A 24-year-old kid approached me to invest in a cigar company. He said he was making cigars out of Honduras and had this brand called Indian Tabac, based on a licence from the Indian motorcycle company.
So I invested for fun and we made cigars, but soon I realised that this guy was doing nothing but hanging out in Honduras and Nicaragua, claiming he had the licence but he never really owned it. And so I got
sued by Indian Motorcycle and had to pay a quarter million dollars to settle the trademark lawsuit.

So what happened then?
So I ended up with this cigar company in my lap, not knowing much about cigars, and I decided to go to Nicaragua, Honduras and the Dominican Republic, to ask a lot of dumb questions and to work in the farms, in the curing and the fermenting. Everyone said, “You’re never going to make it. You’re not Cuban, you’re not Latin. This is a business handed down through generations!” And when they said I’m never going to make it, that got my antlers up. I moved to Florida and just went for it.
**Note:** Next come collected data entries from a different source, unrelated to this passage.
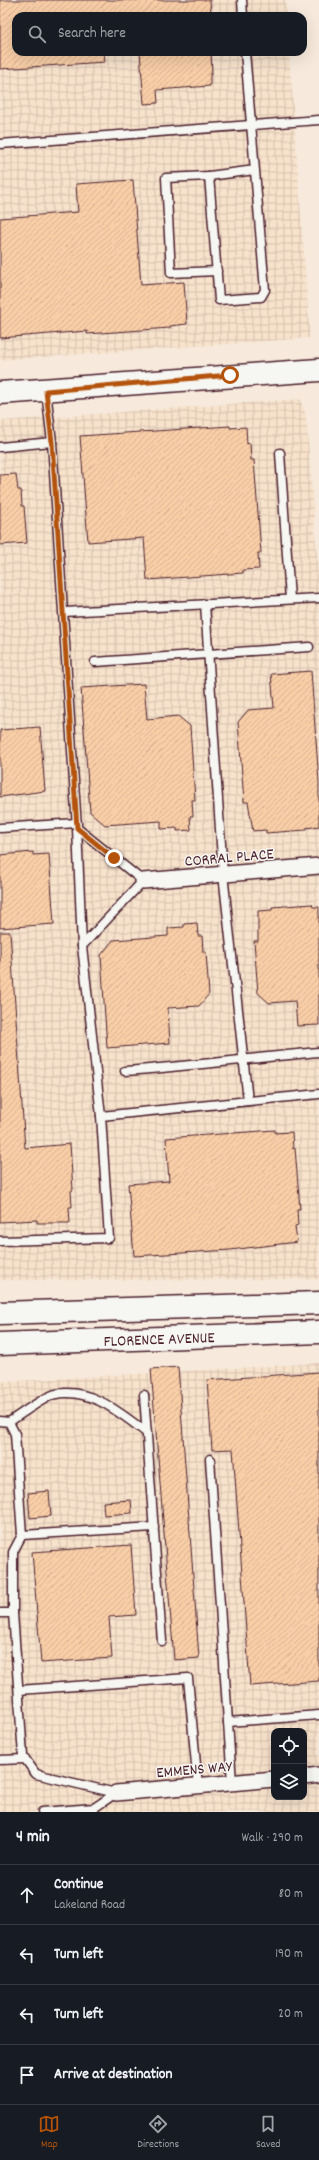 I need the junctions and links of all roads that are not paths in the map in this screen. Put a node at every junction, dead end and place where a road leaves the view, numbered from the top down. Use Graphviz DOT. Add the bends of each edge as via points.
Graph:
graph roads {
  1 [pos="242,0"];
  2 [pos="242,12"];
  3 [pos="245,56"];
  4 [pos="319,120"];
  5 [pos="251,125"];
  6 [pos="0,144"];
  7 [pos="255,170"];
  8 [pos="210,176"];
  9 [pos="217,271"];
  10 [pos="319,370"];
  11 [pos="46,391"];
  12 [pos="0,394"];
  13 [pos="52,442"];
  14 [pos="0,447"];
  15 [pos="280,453"];
  16 [pos="319,598"];
  17 [pos="290,599"];
  18 [pos="205,604"];
  19 [pos="64,612"];
  20 [pos="309,647"];
  21 [pos="208,654"];
  22 [pos="95,662"];
  23 [pos="77,826"];
  24 [pos="0,828"];
  25 [pos="319,866"];
  26 [pos="223,874"];
  27 [pos="143,881"];
  28 [pos="82,946"];
  29 [pos="319,1052"];
  30 [pos="243,1059"];
  31 [pos="125,1071"];
  32 [pos="319,1094"];
  33 [pos="248,1101"];
  34 [pos="101,1116"];
  35 [pos="0,1241"];
  36 [pos="319,1303"];
  37 [pos="0,1313"];
  38 [pos="319,1332"];
  39 [pos="0,1344"];
  40 [pos="144,1396"];
  41 [pos="0,1421"];
  42 [pos="9,1422"];
  43 [pos="147,1433"];
  44 [pos="210,1459"];
  45 [pos="154,1527"];
  46 [pos="22,1535"];
  47 [pos="0,1613"];
  48 [pos="13,1613"];
  49 [pos="162,1641"];
  50 [pos="19,1690"];
  51 [pos="319,1714"];
  52 [pos="228,1722"];
  53 [pos="26,1759"];
  54 [pos="0,1760"];
  55 [pos="319,1775"];
  56 [pos="307,1777"];
  57 [pos="271,1779"];
  58 [pos="232,1783"];
  59 [pos="198,1786"];
  60 [pos="116,1793"];
  61 [pos="94,1810"];
  62 [pos="42,1812"];
  1 -- 2 [label="lane"];
  3 -- 5 [label="lane"];
  4 -- 5 [label="lane"];
  5 -- 6 [label="lane"];
  5 -- 7 [label="lane"];
  7 -- 8 [label="lane"];
  7 -- 9 [label="lane" via="265,290 261,297 219,300"];
  8 -- 9 [label="lane"];
  8 -- 9 [label="lane" via="166,178 171,273"];
  10 -- 11 [label="main road"];
  11 -- 12 [label="main road"];
  11 -- 13 [label="lane"];
  13 -- 14 [label="lane"];
  13 -- 19 [label="lane"];
  15 -- 17 [label="lane"];
  16 -- 17 [label="lane"];
  17 -- 18 [label="lane"];
  18 -- 19 [label="lane"];
  18 -- 21 [label="lane"];
  19 -- 23 [label="lane"];
  20 -- 21 [label="lane"];
  21 -- 22 [label="lane"];
  21 -- 26 [label="lane"];
  23 -- 24 [label="lane"];
  23 -- 27 [label="lane"];
  23 -- 28 [label="lane"];
  25 -- 26 [label="street, CORRAL PLACE"];
  26 -- 27 [label="street, CORRAL PLACE"];
  26 -- 30 [label="lane"];
  27 -- 28 [label="lane"];
  28 -- 34 [label="lane"];
  29 -- 30 [label="lane"];
  30 -- 31 [label="lane" via="200,1066"];
  30 -- 33 [label="lane"];
  32 -- 33 [label="lane"];
  33 -- 34 [label="lane"];
  34 -- 35 [label="lane" via="109,1238"];
  36 -- 37 [label="main road, FLORENCE AVENUE"];
  38 -- 39 [label="main road, FLORENCE AVENUE"];
  40 -- 43 [label="lane"];
  41 -- 42 [label="lane"];
  42 -- 43 [label="lane" via="55,1394 91,1396 116,1410"];
  42 -- 46 [label="lane" via="15,1434"];
  43 -- 45 [label="lane"];
  44 -- 52 [label="lane"];
  45 -- 46 [label="lane"];
  45 -- 49 [label="lane"];
  46 -- 48 [label="lane" via="12,1552"];
  47 -- 48 [label="lane"];
  48 -- 50 [label="lane"];
  50 -- 53 [label="lane" via="23,1756"];
  50 -- 59 [label="lane" via="188,1678"];
  51 -- 52 [label="lane"];
  52 -- 58 [label="lane"];
  53 -- 54 [label="lane"];
  53 -- 60 [label="lane" via="36,1774"];
  55 -- 56 [label="street"];
  57 -- 58 [label="street, EMMENS WAY"];
  58 -- 59 [label="street, EMMENS WAY"];
  59 -- 60 [label="street, EMMENS WAY"];
  60 -- 61 [label="lane"];
  61 -- 62 [label="lane"];
}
I heard some people in Honduras ripped you off, and you had some interesting adventures.
That’s true. We trusted a lot of people who took advantage of us. For the first five or six years, I depended on other people to make cigars for us, and we’d make a great blend and as soon as the cigars leave the factory, they’d change the wrapper or change the binder or change the consistency of the cigar. The first shipment would be fine but the second shipment would taste completely different.

There were six or seven years when I thought I was never going to make it. I’d sit in a corner and almost want to cry when I got the boxes, wondering how we were going to sell them. We went through a lot of trials and tribulations, and there was a lot of persistence involved.

Finally, I decided to get serious about it, to put my own name on the brand rather than use Indian Tabac. My business partner Brad Warrington and I started this in a garage in Venice, California and we moved to Naples, Florida because it’s closer to the factories in Central America – and also there’s no tobacco tax in Florida.

I sense you must be obsessive-compulsive or at least quite driven.
You nailed it exactly right. I am a perfectionist and I am very, very driven. I don’t know the meaning of the word “no” and the word “cannot”. They do not exist in my vocabulary. I am relentless and am absolutely bent on making the best product in the world. Whatever I seek to do, I try to be the best at it and to work harder than anybody to achieve success.

I got that from my grandfather. He was very similar, in terms of drive and passion. He started with nothing and became a major industrialist and businessman, and I always aspired to be like him. I have never been for mediocrity and I always believe every day is a learning experience. Otherwise, life would be boring.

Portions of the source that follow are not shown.